L’aîné est décrit comme ayant toutes les qualités, d’intelligence, de caractère et de cœur. Il est devenu médecin, professeur au CHU de Rouen, chercheur en génétique avec une aura internationale. C’est à la suite de soins dans son propre hôpital qu’il décède de complications de l’ablation d’un cathéter. Le cadet ne comprend pas pourquoi médecins et administratifs de l’hôpital ont eu tant de difficultés à reconnaître clairement que le décès était secondaire à une mauvaise exécution de ce geste certes technique mais banal, une « faute scandaleuse ». De plus, ces professionnels n’ont pas eu les mots forts de compassion qu’il attendait.

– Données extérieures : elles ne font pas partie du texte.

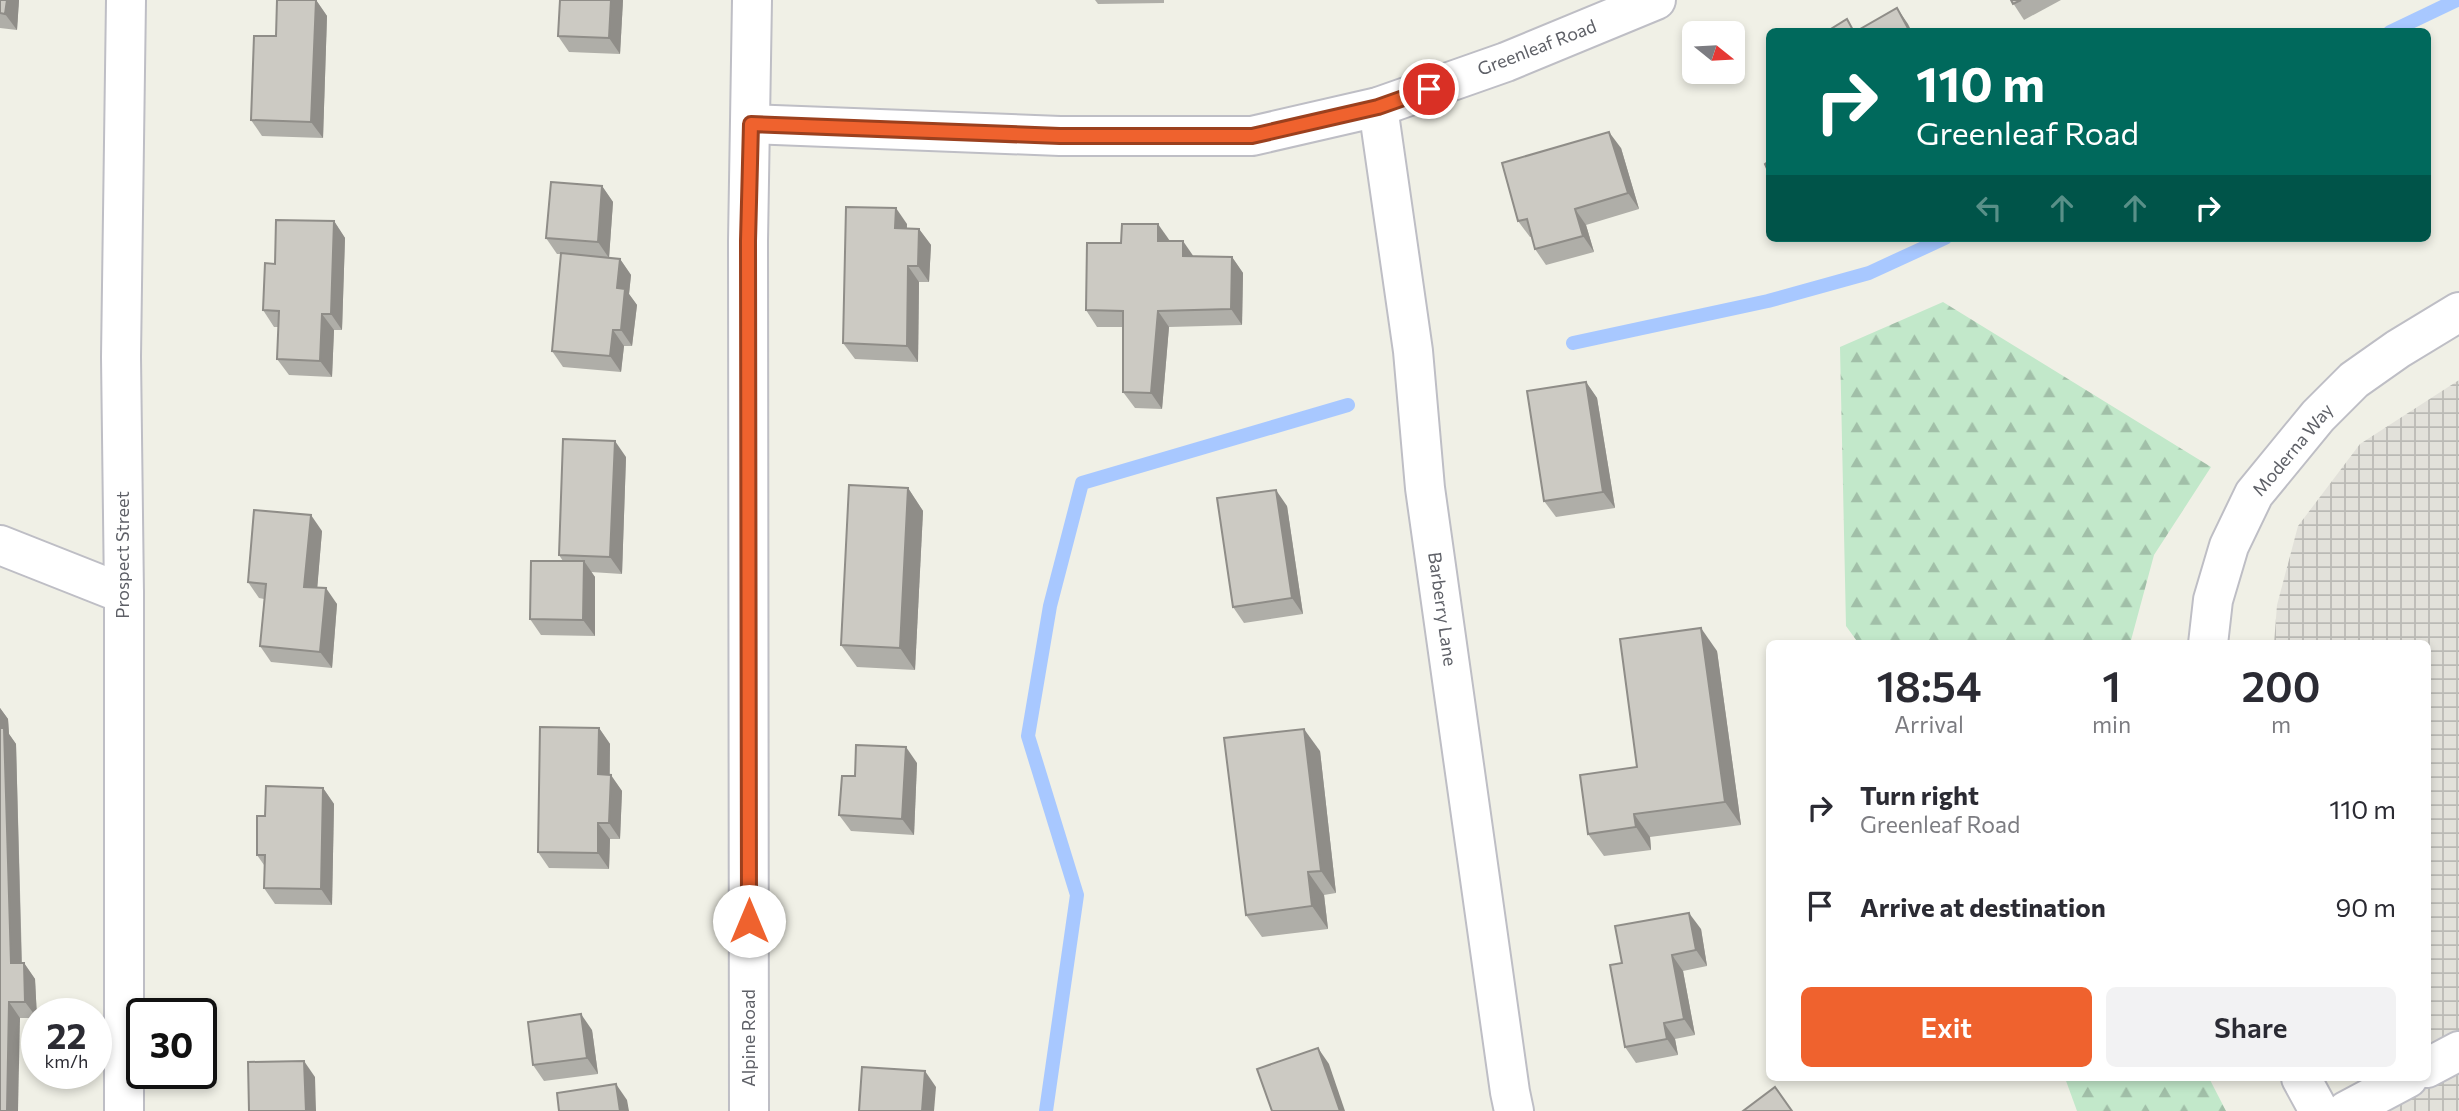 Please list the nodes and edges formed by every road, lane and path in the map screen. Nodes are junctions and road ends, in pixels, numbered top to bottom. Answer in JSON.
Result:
{"nodes":[{"id":1,"x":126,"y":0,"type":"edge"},
{"id":2,"x":752,"y":0,"type":"edge"},
{"id":3,"x":1657,"y":0,"type":"edge"},
{"id":4,"x":1378,"y":107,"type":"junction"},
{"id":5,"x":751,"y":124,"type":"junction"},
{"id":6,"x":2459,"y":312,"type":"edge"},
{"id":7,"x":0,"y":545,"type":"edge"},
{"id":8,"x":124,"y":594,"type":"junction"},
{"id":9,"x":2208,"y":640,"type":"edge"},
{"id":10,"x":2459,"y":1051,"type":"edge"},
{"id":11,"x":2431,"y":1066,"type":"edge"},
{"id":12,"x":2303,"y":1081,"type":"edge"},
{"id":13,"x":2402,"y":1081,"type":"edge"},
{"id":14,"x":124,"y":1111,"type":"edge"},
{"id":15,"x":749,"y":1111,"type":"edge"},
{"id":16,"x":1514,"y":1111,"type":"edge"},
{"id":17,"x":2319,"y":1111,"type":"edge"},
{"id":18,"x":2346,"y":1111,"type":"edge"}],
"edges":[{"from":1,"to":8,"type":"street","name":"Prospect Street"},
{"from":2,"to":5,"type":"street","name":"Alpine Road"},
{"from":3,"to":4,"type":"street","name":"Greenleaf Road"},
{"from":4,"to":5,"type":"street","name":"Greenleaf Road"},
{"from":4,"to":16,"type":"street","name":"Barberry Lane"},
{"from":5,"to":15,"type":"street","name":"Alpine Road"},
{"from":6,"to":9,"type":"street","name":"Moderna Way"},
{"from":7,"to":8,"type":"street"},
{"from":8,"to":14,"type":"street","name":"Prospect Street"},
{"from":10,"to":11,"type":"street"},
{"from":12,"to":17,"type":"street"},
{"from":13,"to":18,"type":"street"}]} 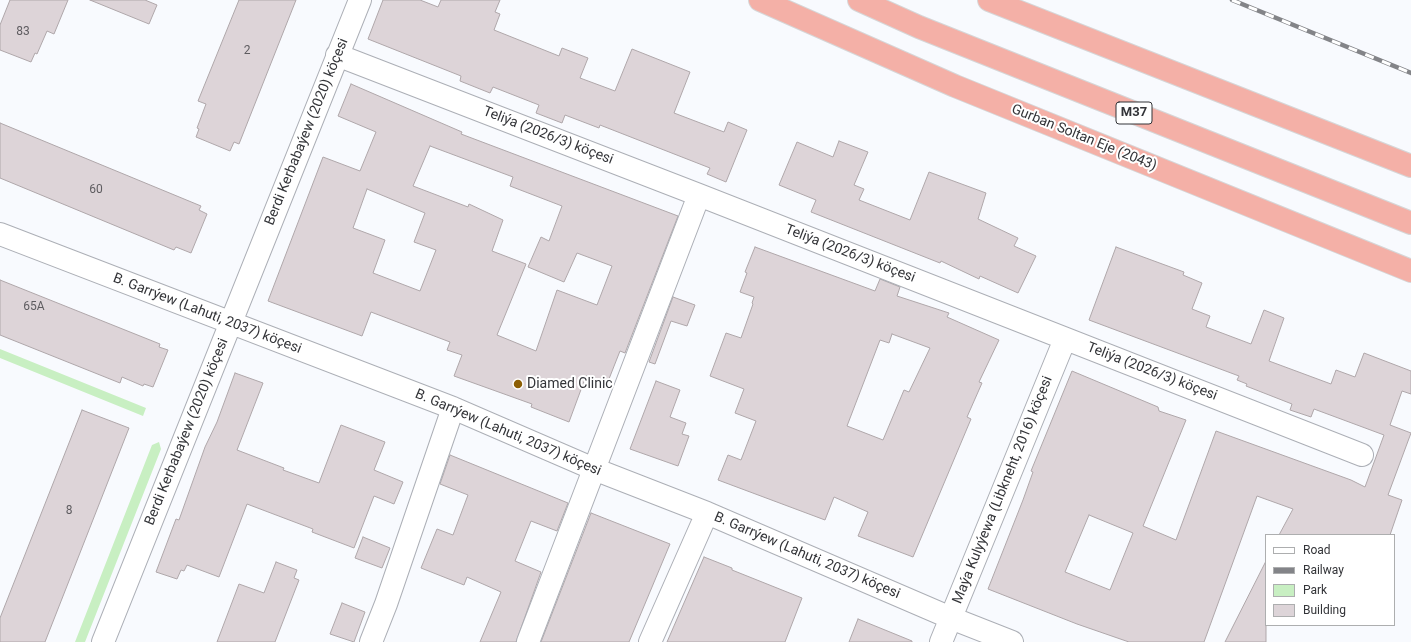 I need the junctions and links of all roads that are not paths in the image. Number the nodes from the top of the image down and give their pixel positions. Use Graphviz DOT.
graph roads {
  1 [pos="360,0"];
  2 [pos="760,0"];
  3 [pos="859,0"];
  4 [pos="989,0"];
  5 [pos="338,55"];
  6 [pos="1411,166"];
  7 [pos="699,194"];
  8 [pos="1411,223"];
  9 [pos="0,234"];
  10 [pos="1411,271"];
  11 [pos="230,324"];
  12 [pos="1065,338"];
  13 [pos="453,408"];
  14 [pos="1362,455"];
  15 [pos="594,469"];
  16 [pos="707,513"];
  17 [pos="950,618"];
  18 [pos="103,642"];
  19 [pos="371,642"];
  20 [pos="528,642"];
  21 [pos="650,642"];
  22 [pos="941,642"];
  23 [pos="1012,642"];
  1 -- 5 [label="street, Berdi Kerbabaýew (2020) köçesi"];
  2 -- 10 [label="highway, Gurban Soltan Eje (2043)"];
  3 -- 8 [label="highway, M37"];
  4 -- 6 [label="highway"];
  5 -- 7 [label="street, Teliýa (2026/3) köçesi"];
  5 -- 11 [label="street, Berdi Kerbabaýew (2020) köçesi"];
  7 -- 12 [label="street, Teliýa (2026/3) köçesi"];
  7 -- 15 [label="street"];
  9 -- 11 [label="street, B. Garrýew (Lahuti, 2037) köçesi"];
  11 -- 13 [label="street, B. Garrýew (Lahuti, 2037) köçesi"];
  11 -- 18 [label="street, Berdi Kerbabaýew (2020) köçesi"];
  12 -- 14 [label="street, Teliýa (2026/3) köçesi"];
  12 -- 17 [label="street, Maýa Kulyýewa (Libkneht, 2016) köçesi"];
  13 -- 15 [label="street, B. Garrýew (Lahuti, 2037) köçesi"];
  13 -- 19 [label="street"];
  15 -- 16 [label="street, B. Garrýew (Lahuti, 2037) köçesi"];
  15 -- 20 [label="street"];
  16 -- 17 [label="street, B. Garrýew (Lahuti, 2037) köçesi"];
  16 -- 21 [label="street"];
  17 -- 22 [label="street, Maýa Kulyýewa (Libkneht, 2016) köçesi"];
  17 -- 23 [label="street, B. Garrýew (Lahuti, 2037) köçesi"];
} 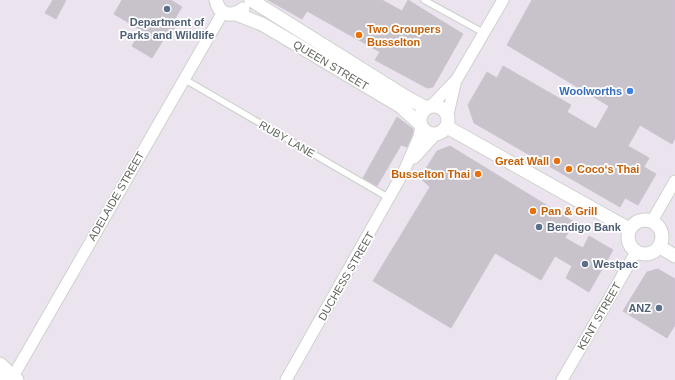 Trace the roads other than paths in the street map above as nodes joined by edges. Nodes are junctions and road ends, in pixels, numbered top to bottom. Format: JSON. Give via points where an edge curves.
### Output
{"nodes":[{"id":1,"x":246,"y":0,"type":"edge"},
{"id":2,"x":250,"y":0,"type":"edge"},
{"id":3,"x":424,"y":0,"type":"edge"},
{"id":4,"x":503,"y":0,"type":"edge"},
{"id":5,"x":217,"y":3,"type":"edge"},
{"id":6,"x":236,"y":14,"type":"junction"},
{"id":7,"x":484,"y":33,"type":"junction"},
{"id":8,"x":184,"y":79,"type":"junction"},
{"id":9,"x":457,"y":79,"type":"junction"},
{"id":10,"x":429,"y":107,"type":"junction"},
{"id":11,"x":420,"y":124,"type":"junction"},
{"id":12,"x":444,"y":125,"type":"junction"},
{"id":13,"x":404,"y":171,"type":"junction"},
{"id":14,"x":675,"y":181,"type":"edge"},
{"id":15,"x":390,"y":198,"type":"junction"},
{"id":16,"x":652,"y":221,"type":"junction"},
{"id":17,"x":629,"y":230,"type":"junction"},
{"id":18,"x":660,"y":247,"type":"junction"},
{"id":19,"x":636,"y":252,"type":"junction"},
{"id":20,"x":675,"y":256,"type":"edge"},
{"id":21,"x":0,"y":364,"type":"edge"},
{"id":22,"x":9,"y":379,"type":"edge"},
{"id":23,"x":286,"y":380,"type":"edge"},
{"id":24,"x":562,"y":380,"type":"edge"}],
"edges":[{"from":1,"to":6,"type":"street","via":[[243,9]]},
{"from":2,"to":10,"type":"street","name":"QUEEN STREET","via":[[406,97]]},
{"from":3,"to":7,"type":"lane"},
{"from":4,"to":7,"type":"street","name":"DUCHESS STREET"},
{"from":5,"to":6,"type":"street","name":"QUEEN STREET","via":[[231,15]]},
{"from":5,"to":8,"type":"street","name":"ADELAIDE STREET"},
{"from":6,"to":11,"type":"street","name":"QUEEN STREET","via":[[262,24],[400,106]]},
{"from":7,"to":9,"type":"street","name":"DUCHESS STREET"},
{"from":8,"to":15,"type":"lane","name":"RUBY LANE"},
{"from":8,"to":22,"type":"street","name":"ADELAIDE STREET"},
{"from":9,"to":10,"type":"street","name":"DUCHESS STREET"},
{"from":9,"to":12,"type":"street","name":"DUCHESS STREET"},
{"from":10,"to":11,"type":"street","via":[[422,112]]},
{"from":10,"to":12,"type":"street","via":[[438,106],[444,109]]},
{"from":11,"to":12,"type":"street","via":[[430,134]]},
{"from":11,"to":13,"type":"street","name":"DUCHESS STREET","via":[[417,141]]},
{"from":12,"to":13,"type":"street","name":"DUCHESS STREET"},
{"from":12,"to":17,"type":"street"},
{"from":13,"to":15,"type":"street","name":"DUCHESS STREET"},
{"from":14,"to":16,"type":"street"},
{"from":15,"to":23,"type":"street","name":"DUCHESS STREET"},
{"from":16,"to":17,"type":"street","via":[[640,220]]},
{"from":16,"to":18,"type":"street","via":[[662,231]]},
{"from":17,"to":19,"type":"street","via":[[629,245]]},
{"from":18,"to":19,"type":"street","via":[[648,254]]},
{"from":18,"to":20,"type":"street"},
{"from":19,"to":24,"type":"street","name":"KENT STREET"},
{"from":21,"to":22,"type":"street"}]} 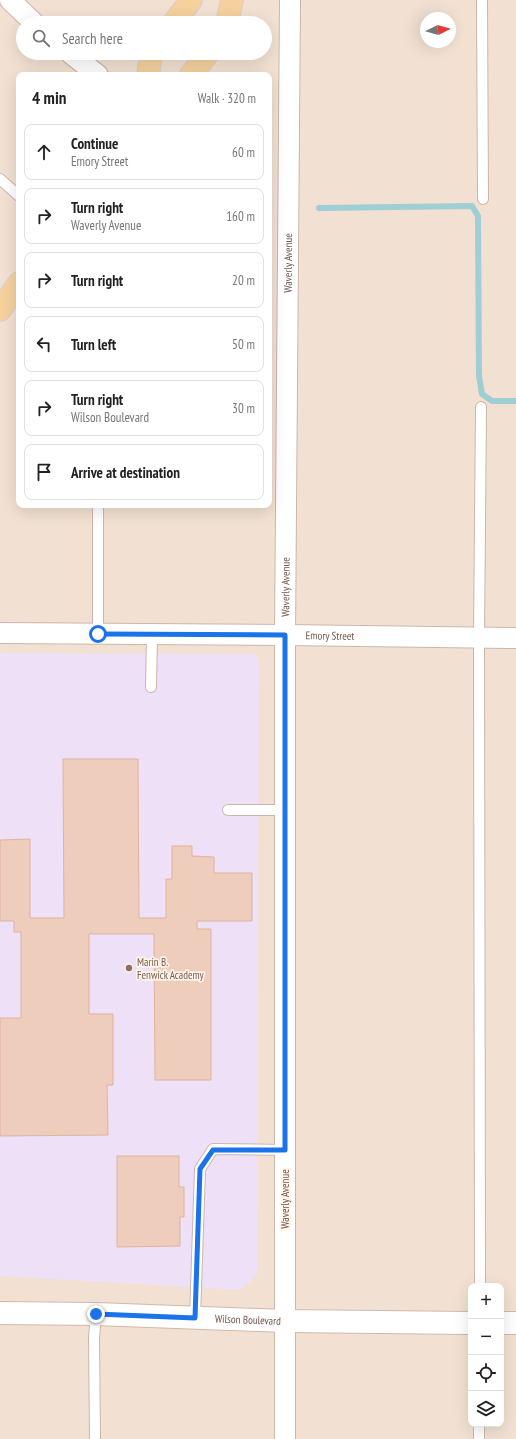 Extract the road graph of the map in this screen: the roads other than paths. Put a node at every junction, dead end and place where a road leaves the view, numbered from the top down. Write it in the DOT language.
graph roads {
  1 [pos="10,0"];
  2 [pos="191,0"];
  3 [pos="232,0"];
  4 [pos="290,0"];
  5 [pos="482,0"];
  6 [pos="27,16"];
  7 [pos="179,16"];
  8 [pos="229,16"];
  9 [pos="79,60"];
  10 [pos="150,60"];
  11 [pos="203,60"];
  12 [pos="94,72"];
  13 [pos="148,72"];
  14 [pos="193,72"];
  15 [pos="0,179"];
  16 [pos="16,193"];
  17 [pos="483,199"];
  18 [pos="16,287"];
  19 [pos="0,310"];
  20 [pos="481,407"];
  21 [pos="98,508"];
  22 [pos="0,633"];
  23 [pos="98,634"];
  24 [pos="152,634"];
  25 [pos="285,635"];
  26 [pos="479,637"];
  27 [pos="516,638"];
  28 [pos="151,687"];
  29 [pos="228,810"];
  30 [pos="285,810"];
  31 [pos="285,1150"];
  32 [pos="480,1283"];
  33 [pos="0,1313"];
  34 [pos="96,1314"];
  35 [pos="195,1318"];
  36 [pos="285,1321"];
  37 [pos="468,1322"];
  38 [pos="504,1323"];
  39 [pos="516,1323"];
  40 [pos="479,1427"];
  41 [pos="95,1439"];
  42 [pos="285,1439"];
  43 [pos="479,1439"];
  1 -- 6 [label="street"];
  2 -- 7 [label="main road"];
  3 -- 8 [label="main road"];
  4 -- 25 [label="street, Waverly Avenue"];
  5 -- 17 [label="lane"];
  9 -- 12 [label="street"];
  10 -- 13 [label="main road"];
  11 -- 14 [label="main road"];
  15 -- 16 [label="lane"];
  18 -- 19 [label="main road"];
  20 -- 26 [label="lane"];
  21 -- 23 [label="lane"];
  22 -- 23 [label="street, Emory Street"];
  23 -- 24 [label="street, Emory Street"];
  24 -- 25 [label="street, Emory Street"];
  24 -- 28 [label="lane"];
  25 -- 26 [label="street, Emory Street"];
  25 -- 30 [label="street, Waverly Avenue"];
  26 -- 27 [label="street, Emory Street"];
  26 -- 32 [label="lane"];
  29 -- 30 [label="lane"];
  30 -- 31 [label="street, Waverly Avenue"];
  31 -- 35 [label="lane"];
  31 -- 36 [label="street, Waverly Avenue"];
  33 -- 34 [label="street, Wilson Boulevard"];
  34 -- 35 [label="street, Wilson Boulevard"];
  34 -- 41 [label="lane"];
  35 -- 36 [label="street, Wilson Boulevard"];
  36 -- 37 [label="street, Wilson Boulevard"];
  36 -- 42 [label="street, Waverly Avenue"];
  38 -- 39 [label="street"];
  40 -- 43 [label="lane"];
}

De cet accident de soins, certes rare mais pas unique, l’auteur tire des conclusions sur la faillite de l’hôpital public, « une usine déshumanisée ».

Le chagrin est décrit comme « infini, océanique », source de colère et d’un fort désir de vengeance. « Mon frère a été victime de ce naufrage de l’hôpital, …livré à des incompétents… je me suis juré de venger mon frère, de ne jamais renoncer ».

C’est enfin l’occasion pour cet écrivain érudit de distiller une réflexion sur la mort et la perte d’êtres chers, sur ce qu’en ont dit les auteurs antiques ou plus récents, d’Ovide à Victor Hugo en passant par la Bible, et comment certains peintres l’ont représentée, comme Poussin…

Si on peut tout à fait entendre la douleur de l’auteur, faut-il pour autant le suivre dans son désir de vengeance et son verdict sur les médecins ? Quelle audace il leur faut pour soigner et quelle humilité leur est nécessaire pour reconnaître leurs erreurs et continuer à soigner après ce type d’accident !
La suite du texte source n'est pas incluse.